A Lei Mística é a Lei eterna e infinita do Universo. Essa Lei eterna abarca as duas fases, da vida e da morte. Em outras palavras, vida e morte representam o ritmo da Lei eterna, que se expressa no viver e no morrer de incontáveis seres ou entidades, no surgimento e na extinção de todos os fenômenos, nos muitos tipos de causas e efeitos em múltiplas dimensões e, ainda, na harmonia e no dinamismo do cosmos como um todo.
Essa visão da vida e da morte como funções da Lei Mística constitui uma questão de importância primordial para nós, pois a felicidade genuína só é possível quando vivemos de acordo com o grandioso ritmo da vida e da morte.
No budismo, o mestre e o discípulo transmitem a herança da iluminação
Até o momento, apresentei uma síntese do significado da “questão de importância fundamental referente à vida e à morte”, um dos temas essenciais de “A herança da suprema Lei da vida”. Prosseguindo, gostaria de reafirmar o significado de “herança”, outro grande tema desse escrito, por meio de um panorama dos pontos fundamentais da obra.
(1) A suprema Lei da vida e da morte que é transmitida pelo Buda para todos os seres vivos é o Myoho-rengue-kyo. Os cinco caracteres do Myoho-rengue-kyo foram transmitidos por Sakyamuni e Muitos Tesouros,10 os dois budas da Torre de Tesouro, para o Bodhisattva Práticas Superiores,11 dando continuidade a uma herança ininterrupta desde o infinito passado. (END, v. 3, p. 173.)
(2) Myo representa a morte, e ho, a vida. Os seres vivos que passam por essas duas fases da vida e da morte são entidades dos Dez Estados, ou entidades do Myoho-rengue-kyo. (END, v. 3, p. 173.)
(3) A vida e a morte são simplesmente as duas funções do Myoho-rengue-kyo. (END, v. 3, p. 174.)
(4) Sakyamuni e Muitos Tesouros, os dois budas, também são as duas fases da vida e da morte. (END, v. 3, p. 174.)
(5) O Buda Sakyamuni, que alcançou a iluminação há incontáveis kalpa,12 o Sutra de Lótus, que conduz todas as pessoas ao estado de Buda, e os mortais comuns não diferem, de forma alguma, uns dos outros. Recitar o Myoho-rengue-kyo com essa compreensão é o mesmo que herdar a suprema Lei da vida e da morte. (END, v. 3, p. 174-175.)

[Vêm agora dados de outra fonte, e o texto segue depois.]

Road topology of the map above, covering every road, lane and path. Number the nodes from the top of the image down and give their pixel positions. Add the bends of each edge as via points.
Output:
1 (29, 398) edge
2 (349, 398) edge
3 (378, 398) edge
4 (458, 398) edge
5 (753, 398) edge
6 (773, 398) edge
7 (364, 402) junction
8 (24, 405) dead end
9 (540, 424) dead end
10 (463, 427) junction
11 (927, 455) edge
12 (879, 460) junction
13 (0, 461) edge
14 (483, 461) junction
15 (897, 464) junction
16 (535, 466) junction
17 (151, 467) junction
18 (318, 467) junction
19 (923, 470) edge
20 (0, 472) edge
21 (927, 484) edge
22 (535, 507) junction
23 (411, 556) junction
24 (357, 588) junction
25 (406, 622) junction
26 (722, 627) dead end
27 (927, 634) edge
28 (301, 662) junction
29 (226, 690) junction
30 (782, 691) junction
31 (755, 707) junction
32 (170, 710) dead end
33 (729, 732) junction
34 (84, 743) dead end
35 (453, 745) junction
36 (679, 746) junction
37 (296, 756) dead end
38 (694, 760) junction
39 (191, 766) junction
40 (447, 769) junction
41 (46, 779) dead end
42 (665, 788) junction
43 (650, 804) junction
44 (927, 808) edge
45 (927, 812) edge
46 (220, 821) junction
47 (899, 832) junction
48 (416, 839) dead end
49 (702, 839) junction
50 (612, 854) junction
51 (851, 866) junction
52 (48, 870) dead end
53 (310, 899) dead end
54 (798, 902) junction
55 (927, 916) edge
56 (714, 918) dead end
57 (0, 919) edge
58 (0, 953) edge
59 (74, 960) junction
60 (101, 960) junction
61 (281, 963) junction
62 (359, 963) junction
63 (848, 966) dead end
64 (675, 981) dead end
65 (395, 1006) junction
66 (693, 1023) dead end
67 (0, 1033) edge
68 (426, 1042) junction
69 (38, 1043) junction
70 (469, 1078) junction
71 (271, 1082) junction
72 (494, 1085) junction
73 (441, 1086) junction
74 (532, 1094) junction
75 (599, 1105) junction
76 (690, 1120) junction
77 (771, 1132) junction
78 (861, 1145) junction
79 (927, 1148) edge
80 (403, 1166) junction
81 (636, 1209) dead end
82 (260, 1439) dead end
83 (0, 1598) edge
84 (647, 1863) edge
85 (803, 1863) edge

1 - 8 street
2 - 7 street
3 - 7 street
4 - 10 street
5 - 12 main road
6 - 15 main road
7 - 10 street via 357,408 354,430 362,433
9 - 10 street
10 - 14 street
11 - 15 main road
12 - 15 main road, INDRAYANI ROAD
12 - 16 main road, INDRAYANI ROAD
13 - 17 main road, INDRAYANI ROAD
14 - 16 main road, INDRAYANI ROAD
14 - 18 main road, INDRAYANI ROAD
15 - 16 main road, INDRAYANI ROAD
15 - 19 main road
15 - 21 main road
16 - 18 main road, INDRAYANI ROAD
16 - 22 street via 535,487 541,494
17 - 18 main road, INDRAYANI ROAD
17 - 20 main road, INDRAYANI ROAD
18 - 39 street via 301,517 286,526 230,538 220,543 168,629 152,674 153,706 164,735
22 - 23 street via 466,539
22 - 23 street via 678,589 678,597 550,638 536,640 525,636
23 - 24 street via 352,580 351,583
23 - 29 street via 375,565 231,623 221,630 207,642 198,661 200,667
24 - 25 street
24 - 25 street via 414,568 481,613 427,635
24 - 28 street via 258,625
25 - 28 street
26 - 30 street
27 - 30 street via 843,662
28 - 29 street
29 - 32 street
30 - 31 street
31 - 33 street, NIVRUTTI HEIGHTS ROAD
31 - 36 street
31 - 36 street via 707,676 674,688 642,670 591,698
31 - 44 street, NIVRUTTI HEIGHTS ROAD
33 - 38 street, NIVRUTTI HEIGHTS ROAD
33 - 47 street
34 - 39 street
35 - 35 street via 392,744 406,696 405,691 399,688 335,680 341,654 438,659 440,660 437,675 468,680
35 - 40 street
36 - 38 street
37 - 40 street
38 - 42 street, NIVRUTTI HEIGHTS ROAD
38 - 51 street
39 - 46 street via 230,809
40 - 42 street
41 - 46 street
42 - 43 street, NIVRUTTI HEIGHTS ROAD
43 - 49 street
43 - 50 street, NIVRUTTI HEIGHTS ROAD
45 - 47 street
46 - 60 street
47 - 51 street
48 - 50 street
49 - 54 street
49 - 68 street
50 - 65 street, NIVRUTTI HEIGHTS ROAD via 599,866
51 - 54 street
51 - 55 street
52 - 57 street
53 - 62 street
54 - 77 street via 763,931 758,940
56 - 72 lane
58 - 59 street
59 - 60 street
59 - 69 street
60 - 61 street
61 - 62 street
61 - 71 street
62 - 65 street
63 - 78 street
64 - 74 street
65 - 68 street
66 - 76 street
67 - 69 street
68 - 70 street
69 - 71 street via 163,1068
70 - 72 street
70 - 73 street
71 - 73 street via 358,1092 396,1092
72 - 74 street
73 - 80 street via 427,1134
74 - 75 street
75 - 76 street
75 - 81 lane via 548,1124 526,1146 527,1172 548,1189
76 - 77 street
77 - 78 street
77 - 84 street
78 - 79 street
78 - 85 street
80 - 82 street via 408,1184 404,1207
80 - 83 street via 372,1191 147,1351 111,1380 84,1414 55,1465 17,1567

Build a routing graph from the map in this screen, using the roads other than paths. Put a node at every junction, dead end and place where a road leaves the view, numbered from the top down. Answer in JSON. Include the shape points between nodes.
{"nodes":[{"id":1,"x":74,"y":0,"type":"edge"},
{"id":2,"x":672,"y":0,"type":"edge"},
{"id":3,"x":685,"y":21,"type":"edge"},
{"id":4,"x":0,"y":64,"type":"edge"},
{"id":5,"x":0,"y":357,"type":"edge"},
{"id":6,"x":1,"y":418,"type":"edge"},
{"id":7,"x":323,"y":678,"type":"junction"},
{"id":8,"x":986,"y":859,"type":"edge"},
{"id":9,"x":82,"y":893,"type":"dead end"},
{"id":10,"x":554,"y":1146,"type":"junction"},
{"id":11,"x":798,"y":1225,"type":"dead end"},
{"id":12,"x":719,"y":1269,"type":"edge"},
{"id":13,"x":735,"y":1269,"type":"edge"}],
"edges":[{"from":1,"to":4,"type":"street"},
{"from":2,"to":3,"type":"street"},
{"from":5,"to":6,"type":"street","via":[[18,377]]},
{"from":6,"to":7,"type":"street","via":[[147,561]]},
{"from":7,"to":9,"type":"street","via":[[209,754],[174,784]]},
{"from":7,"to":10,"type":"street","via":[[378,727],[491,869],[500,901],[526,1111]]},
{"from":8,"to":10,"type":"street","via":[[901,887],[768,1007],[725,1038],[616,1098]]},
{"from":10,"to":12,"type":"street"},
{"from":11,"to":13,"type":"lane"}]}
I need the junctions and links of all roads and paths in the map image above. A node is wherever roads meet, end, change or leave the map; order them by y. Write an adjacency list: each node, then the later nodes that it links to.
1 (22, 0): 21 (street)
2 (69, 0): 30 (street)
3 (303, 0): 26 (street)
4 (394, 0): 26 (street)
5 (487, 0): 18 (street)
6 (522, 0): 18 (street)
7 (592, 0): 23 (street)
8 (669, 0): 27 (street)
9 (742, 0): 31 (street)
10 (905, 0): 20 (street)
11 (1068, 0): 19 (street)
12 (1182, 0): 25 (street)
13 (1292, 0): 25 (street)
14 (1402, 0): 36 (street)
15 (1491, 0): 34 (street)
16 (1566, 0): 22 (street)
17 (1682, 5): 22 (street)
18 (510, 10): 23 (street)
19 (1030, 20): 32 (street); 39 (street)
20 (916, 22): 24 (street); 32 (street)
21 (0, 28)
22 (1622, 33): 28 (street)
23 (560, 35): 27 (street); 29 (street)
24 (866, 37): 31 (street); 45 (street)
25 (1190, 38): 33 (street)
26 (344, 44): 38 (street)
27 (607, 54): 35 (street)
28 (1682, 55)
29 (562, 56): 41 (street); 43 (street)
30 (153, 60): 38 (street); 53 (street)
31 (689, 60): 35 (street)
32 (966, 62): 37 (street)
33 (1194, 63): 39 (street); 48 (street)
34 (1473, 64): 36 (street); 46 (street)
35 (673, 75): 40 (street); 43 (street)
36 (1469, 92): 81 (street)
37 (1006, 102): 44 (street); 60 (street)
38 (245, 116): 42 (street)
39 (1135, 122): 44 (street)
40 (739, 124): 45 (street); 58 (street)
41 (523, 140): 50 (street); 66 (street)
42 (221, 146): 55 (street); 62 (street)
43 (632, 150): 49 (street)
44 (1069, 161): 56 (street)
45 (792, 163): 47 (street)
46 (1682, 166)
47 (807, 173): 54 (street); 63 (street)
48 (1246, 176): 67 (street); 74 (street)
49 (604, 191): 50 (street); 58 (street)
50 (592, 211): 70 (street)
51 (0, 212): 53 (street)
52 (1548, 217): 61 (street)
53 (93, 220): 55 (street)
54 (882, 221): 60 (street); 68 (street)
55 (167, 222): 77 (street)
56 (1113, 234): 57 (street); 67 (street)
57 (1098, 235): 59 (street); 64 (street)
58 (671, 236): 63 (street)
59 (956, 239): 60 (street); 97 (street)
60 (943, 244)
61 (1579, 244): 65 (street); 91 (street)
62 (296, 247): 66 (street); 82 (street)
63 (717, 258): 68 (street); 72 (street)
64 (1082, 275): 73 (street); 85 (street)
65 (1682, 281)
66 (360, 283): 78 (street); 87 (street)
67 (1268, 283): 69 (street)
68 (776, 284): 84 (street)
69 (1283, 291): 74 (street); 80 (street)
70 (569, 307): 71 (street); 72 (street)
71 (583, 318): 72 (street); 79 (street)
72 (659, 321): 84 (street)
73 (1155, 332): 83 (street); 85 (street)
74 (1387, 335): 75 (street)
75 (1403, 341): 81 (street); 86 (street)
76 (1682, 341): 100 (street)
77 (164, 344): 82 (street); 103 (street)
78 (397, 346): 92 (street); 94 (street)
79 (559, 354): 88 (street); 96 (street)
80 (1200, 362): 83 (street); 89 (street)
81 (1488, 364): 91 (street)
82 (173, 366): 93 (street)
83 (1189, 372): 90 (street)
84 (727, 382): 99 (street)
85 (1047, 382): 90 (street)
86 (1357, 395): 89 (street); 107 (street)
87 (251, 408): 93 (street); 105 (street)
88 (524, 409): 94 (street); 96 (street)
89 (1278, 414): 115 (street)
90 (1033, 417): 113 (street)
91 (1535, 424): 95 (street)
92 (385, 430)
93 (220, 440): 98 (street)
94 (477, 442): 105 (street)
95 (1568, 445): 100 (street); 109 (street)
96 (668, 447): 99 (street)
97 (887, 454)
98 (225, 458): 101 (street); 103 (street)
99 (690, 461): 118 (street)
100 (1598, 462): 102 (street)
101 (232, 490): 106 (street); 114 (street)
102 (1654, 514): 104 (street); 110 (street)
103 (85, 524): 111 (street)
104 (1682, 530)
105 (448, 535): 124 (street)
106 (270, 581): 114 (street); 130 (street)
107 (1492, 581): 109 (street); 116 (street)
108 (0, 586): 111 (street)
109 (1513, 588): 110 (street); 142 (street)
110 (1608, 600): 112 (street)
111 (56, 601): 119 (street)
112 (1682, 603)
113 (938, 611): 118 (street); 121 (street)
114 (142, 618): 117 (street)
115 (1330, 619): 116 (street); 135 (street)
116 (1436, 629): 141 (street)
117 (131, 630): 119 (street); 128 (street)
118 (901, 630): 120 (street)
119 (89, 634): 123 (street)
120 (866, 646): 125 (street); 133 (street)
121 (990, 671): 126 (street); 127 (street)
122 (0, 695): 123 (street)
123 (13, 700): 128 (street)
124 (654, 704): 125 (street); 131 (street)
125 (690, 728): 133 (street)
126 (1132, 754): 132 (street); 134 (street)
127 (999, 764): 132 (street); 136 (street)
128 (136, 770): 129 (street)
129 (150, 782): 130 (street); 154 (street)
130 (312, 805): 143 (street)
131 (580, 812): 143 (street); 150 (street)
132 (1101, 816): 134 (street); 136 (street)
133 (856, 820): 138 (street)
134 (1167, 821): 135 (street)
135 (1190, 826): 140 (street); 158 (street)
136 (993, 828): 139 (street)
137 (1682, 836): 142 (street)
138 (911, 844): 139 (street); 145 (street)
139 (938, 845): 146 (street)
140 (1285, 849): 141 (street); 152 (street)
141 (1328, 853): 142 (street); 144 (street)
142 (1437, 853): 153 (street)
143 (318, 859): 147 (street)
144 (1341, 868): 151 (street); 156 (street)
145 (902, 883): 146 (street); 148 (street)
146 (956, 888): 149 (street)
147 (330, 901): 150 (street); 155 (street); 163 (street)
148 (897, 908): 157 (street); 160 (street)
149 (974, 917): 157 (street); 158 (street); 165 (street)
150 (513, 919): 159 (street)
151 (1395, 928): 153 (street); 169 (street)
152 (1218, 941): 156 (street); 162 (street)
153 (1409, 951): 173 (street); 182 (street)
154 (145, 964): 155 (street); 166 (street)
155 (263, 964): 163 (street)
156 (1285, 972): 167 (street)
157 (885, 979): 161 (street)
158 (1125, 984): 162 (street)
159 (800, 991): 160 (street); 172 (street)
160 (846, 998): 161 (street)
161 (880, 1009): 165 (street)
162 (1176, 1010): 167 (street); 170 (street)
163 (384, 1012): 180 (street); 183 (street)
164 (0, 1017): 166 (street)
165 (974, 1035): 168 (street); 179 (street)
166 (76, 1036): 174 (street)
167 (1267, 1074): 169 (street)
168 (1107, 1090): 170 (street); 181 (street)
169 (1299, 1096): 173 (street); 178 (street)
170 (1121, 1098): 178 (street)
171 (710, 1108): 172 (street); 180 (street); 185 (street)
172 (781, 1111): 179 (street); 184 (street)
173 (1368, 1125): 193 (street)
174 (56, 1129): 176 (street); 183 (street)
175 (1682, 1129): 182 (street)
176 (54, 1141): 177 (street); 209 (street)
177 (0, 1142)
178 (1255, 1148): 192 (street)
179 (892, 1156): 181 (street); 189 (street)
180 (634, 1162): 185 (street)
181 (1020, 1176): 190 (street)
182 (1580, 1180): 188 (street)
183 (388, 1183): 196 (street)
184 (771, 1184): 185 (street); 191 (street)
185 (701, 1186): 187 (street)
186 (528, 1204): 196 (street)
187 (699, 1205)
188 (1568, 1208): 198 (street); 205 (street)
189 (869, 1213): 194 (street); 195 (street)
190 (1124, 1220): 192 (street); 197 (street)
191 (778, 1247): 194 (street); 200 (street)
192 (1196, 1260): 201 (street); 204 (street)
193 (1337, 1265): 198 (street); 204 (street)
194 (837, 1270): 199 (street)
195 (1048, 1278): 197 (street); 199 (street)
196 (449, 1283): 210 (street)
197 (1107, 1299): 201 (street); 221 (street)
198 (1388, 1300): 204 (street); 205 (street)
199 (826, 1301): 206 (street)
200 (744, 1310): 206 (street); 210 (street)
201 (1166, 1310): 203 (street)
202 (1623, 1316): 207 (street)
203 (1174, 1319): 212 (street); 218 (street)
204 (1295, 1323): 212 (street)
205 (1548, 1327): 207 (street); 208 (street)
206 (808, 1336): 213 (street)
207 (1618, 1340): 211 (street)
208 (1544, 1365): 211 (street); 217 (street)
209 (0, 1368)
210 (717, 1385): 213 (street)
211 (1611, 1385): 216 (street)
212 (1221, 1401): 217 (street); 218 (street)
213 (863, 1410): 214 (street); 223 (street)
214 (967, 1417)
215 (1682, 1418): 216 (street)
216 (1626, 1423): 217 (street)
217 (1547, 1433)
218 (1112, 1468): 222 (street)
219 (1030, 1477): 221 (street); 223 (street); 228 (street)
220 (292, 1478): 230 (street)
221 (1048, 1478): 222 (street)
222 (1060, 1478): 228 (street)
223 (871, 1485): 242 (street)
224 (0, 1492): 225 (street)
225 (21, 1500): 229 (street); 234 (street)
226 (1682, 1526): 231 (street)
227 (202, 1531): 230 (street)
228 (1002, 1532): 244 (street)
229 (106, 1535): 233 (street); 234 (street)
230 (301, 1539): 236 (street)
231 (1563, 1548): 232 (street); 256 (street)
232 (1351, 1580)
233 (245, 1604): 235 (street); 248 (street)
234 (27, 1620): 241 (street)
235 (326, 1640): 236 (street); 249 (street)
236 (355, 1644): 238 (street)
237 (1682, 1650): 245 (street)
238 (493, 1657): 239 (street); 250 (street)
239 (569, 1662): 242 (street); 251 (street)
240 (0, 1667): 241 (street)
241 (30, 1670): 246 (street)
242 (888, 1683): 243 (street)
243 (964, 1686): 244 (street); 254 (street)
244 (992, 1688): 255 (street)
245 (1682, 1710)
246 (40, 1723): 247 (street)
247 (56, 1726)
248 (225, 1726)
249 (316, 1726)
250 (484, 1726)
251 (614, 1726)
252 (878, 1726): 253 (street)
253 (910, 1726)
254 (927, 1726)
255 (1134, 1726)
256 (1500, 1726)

(6) Para a pessoa que reúne toda sua fé e recita o Nam-myoho-rengue-kyo com a profunda compreensão de que este é o último momento de sua vida, o sutra proclama: “Quando a vida dessas pessoas chegar ao fim, elas serão recebidas por milhares de budas de braços abertos, que as livrarão do medo e evitarão que caiam nos maus caminhos da existência”. (END, v. 3, p. 175.)
(7) A herança do Sutra de Lótus existe na vida daqueles que jamais abandonam esse sutra em momento algum de suas existências, seja no passado, seja no presente ou futuro. (END, v. 3, p. 176.)
Daishonin inicia dizendo que “A suprema Lei da vida e da morte” é Myoho-rengue-kyo, e que Myoho-rengue-kyo é a herança que o Bodhisattva Práticas Superiores [o líder dos Bodhisattvas da Terra] recebeu do Buda Sakyamuni e do Buda Muitos Tesouros. [Ver item 1.]
Como mencionei, é somente por meio da atuação abnegada que o Myoho-rengue-kyo pode ser transmitido como Lei suprema da vida e da morte. Daishonin cita o nome do Bodhisattva Práticas Superiores como mestre ou mentor, que assume o compromisso de viver e atuar com essa postura. Explica que “a herança da suprema Lei da vida e da morte” somente pode fluir na fé embasada na unicidade de mestre e discípulo.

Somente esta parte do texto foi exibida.